# [TASK INSTRUCTIONS]
Please repeat every entry, keeping each one exactly the same.

· · ·

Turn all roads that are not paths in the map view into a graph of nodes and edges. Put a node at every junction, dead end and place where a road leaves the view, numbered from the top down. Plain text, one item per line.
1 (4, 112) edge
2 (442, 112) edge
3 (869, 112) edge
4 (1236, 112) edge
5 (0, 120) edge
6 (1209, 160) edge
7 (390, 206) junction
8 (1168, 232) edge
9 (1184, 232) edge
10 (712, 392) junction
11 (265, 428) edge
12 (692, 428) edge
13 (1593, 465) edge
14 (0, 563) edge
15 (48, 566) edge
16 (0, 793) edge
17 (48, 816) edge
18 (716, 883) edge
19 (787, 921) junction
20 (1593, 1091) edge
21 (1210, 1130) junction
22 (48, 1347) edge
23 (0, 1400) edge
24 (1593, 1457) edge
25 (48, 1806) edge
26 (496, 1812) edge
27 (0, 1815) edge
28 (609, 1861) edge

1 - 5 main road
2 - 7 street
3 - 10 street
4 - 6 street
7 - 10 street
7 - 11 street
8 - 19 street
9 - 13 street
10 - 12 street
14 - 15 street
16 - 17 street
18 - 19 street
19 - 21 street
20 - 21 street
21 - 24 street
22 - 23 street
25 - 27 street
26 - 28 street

· · ·

# [RESPONSE FOR THIS EXERCISE]
Turn all roads that are not paths in the map view into a graph of nodes and edges. Put a node at every junction, dead end and place where a road leaves the view, numbered from the top down. Plain text, one item per line.
1 (4, 112) edge
2 (442, 112) edge
3 (869, 112) edge
4 (1236, 112) edge
5 (0, 120) edge
6 (1209, 160) edge
7 (390, 206) junction
8 (1168, 232) edge
9 (1184, 232) edge
10 (712, 392) junction
11 (265, 428) edge
12 (692, 428) edge
13 (1593, 465) edge
14 (0, 563) edge
15 (48, 566) edge
16 (0, 793) edge
17 (48, 816) edge
18 (716, 883) edge
19 (787, 921) junction
20 (1593, 1091) edge
21 (1210, 1130) junction
22 (48, 1347) edge
23 (0, 1400) edge
24 (1593, 1457) edge
25 (48, 1806) edge
26 (496, 1812) edge
27 (0, 1815) edge
28 (609, 1861) edge

1 - 5 main road
2 - 7 street
3 - 10 street
4 - 6 street
7 - 10 street
7 - 11 street
8 - 19 street
9 - 13 street
10 - 12 street
14 - 15 street
16 - 17 street
18 - 19 street
19 - 21 street
20 - 21 street
21 - 24 street
22 - 23 street
25 - 27 street
26 - 28 street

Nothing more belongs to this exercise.